これもトランザクション・ボーナス導入とセットで、私がいつもお勧めしていることですが、コミュニケーションです。優秀な人ほど、お金だけでは動きません。単に、ボーナスの契約書をメールで送るだけでは不十分であり、売り手の然るべき方から、「新しいオーナーの下、更に成長して欲しい。これまで我が社に貢献してくれてありがとう」と直接、対象経営陣に伝えることです。こうしたコミュニケーションのためだけに、売り手の経営トップがわざわざ遠い海外の地まで赴くケースもありました。対象経営陣も意気に感じてモチベーションを高めることができたのではないでしょうか。
ー 具体的な設計にあたって金額以外で留意点はありますか?
一部を売却価格とリンクさせたり(高く売れると、金額が増える)、DD完了時や買い手候補からの入札書受領時など、案件の途中で支払う等、様々なバリエーションが存在します。その中で、冒頭述べたように、少なくとも総額の大部分は、売却の成立=クロージングを支払い条件とすることが最も重要と考えます。特に案件の後半になり、買い手=新しいオーナー/新しい上司、の顔が見えてくると、どうしても人間そちらの方に気持ちがなびき、売り手ではなく買い手の言うことを聞きたくなります。

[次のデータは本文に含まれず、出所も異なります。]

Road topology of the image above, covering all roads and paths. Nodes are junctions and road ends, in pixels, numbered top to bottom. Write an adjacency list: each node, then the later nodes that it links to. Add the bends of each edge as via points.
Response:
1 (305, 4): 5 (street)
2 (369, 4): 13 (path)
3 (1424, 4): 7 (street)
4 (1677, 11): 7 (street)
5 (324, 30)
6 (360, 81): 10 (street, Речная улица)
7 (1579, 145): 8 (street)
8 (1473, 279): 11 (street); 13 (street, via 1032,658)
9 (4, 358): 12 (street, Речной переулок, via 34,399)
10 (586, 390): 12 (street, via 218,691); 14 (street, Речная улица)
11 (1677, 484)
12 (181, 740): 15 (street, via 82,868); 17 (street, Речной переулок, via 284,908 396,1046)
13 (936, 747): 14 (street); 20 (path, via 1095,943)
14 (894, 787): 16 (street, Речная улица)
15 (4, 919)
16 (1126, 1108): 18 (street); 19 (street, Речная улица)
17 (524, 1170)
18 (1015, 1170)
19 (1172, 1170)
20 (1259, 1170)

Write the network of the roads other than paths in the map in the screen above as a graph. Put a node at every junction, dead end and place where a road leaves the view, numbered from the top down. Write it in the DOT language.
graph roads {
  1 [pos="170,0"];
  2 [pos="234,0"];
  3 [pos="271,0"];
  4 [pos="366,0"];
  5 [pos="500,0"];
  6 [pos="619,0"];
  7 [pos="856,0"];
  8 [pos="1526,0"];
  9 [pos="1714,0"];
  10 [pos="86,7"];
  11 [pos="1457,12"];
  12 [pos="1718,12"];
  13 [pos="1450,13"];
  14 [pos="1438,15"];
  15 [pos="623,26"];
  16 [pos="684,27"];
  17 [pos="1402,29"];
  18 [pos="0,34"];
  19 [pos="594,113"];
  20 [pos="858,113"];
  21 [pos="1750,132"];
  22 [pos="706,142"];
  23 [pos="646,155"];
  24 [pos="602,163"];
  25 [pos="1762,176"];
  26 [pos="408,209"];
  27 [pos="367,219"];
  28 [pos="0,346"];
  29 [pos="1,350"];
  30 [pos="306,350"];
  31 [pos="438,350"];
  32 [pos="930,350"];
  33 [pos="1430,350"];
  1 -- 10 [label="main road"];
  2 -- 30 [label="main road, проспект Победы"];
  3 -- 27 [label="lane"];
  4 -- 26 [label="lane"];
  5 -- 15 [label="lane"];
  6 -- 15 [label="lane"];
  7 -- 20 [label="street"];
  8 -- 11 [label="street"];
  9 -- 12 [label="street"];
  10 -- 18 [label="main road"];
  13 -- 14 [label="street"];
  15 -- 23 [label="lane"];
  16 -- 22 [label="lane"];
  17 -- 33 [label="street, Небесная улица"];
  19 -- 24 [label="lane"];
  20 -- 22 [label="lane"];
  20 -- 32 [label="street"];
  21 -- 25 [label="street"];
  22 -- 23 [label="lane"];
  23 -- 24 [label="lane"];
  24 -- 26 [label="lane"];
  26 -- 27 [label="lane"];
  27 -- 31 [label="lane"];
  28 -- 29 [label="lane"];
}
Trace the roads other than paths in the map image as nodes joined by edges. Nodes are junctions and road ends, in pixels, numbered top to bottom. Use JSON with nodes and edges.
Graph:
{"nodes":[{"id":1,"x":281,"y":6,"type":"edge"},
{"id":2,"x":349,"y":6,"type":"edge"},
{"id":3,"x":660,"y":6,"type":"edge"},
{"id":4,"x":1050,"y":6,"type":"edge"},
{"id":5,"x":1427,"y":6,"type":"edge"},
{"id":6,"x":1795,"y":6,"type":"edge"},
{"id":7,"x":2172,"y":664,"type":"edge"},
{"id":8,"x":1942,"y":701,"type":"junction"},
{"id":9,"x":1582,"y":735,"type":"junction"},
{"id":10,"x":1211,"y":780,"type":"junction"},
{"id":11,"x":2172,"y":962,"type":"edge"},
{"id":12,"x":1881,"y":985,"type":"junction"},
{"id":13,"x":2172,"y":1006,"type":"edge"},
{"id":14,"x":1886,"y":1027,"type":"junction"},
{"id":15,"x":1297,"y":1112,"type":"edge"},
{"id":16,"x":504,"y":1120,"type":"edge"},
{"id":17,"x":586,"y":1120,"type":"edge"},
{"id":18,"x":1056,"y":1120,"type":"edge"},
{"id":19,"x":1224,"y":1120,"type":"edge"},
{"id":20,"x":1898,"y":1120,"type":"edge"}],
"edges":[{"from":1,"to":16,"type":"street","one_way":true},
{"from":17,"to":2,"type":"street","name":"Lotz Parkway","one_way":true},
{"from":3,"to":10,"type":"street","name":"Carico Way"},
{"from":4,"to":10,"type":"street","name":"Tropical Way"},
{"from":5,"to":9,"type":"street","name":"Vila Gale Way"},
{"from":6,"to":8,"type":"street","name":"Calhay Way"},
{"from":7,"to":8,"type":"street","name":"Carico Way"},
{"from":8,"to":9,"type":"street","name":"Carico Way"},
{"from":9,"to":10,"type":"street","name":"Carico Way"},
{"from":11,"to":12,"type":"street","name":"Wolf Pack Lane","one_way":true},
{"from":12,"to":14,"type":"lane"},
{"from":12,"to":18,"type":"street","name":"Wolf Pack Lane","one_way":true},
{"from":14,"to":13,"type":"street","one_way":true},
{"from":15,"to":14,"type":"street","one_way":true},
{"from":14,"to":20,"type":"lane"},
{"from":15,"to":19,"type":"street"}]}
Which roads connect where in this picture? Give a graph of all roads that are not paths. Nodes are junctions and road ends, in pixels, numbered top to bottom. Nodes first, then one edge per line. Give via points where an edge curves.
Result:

そのような状況では、必ず売却条件が悪くなります。
案件の前後半に関わらずですが、売り手と対象経営陣の間には、利益相反が生じやすいことは前述のとおりです。例えば、マネプレで開示する事業計画ですが、売却後、新しいオーナーの下での対象経営陣の業績連動賞与の目標値・基準値になることが多いです。つまり対象経営陣としては、これを低く見せることが将来の賞与増大、更には雇用維持につながる、他方で事業計画を下げてしまうと、売却価格が下がり、最悪の場合そもそも売れなくなってしまうという構造が、どのM&Aでも存在するのです。トランザクション・ボーナスは「残業代」ではありません。売り手と対象経営陣に、”売却成立”という一つの共通の利害を設定することで、利益相反を緩和し、より好条件での売却を実現するための「投資」なのです。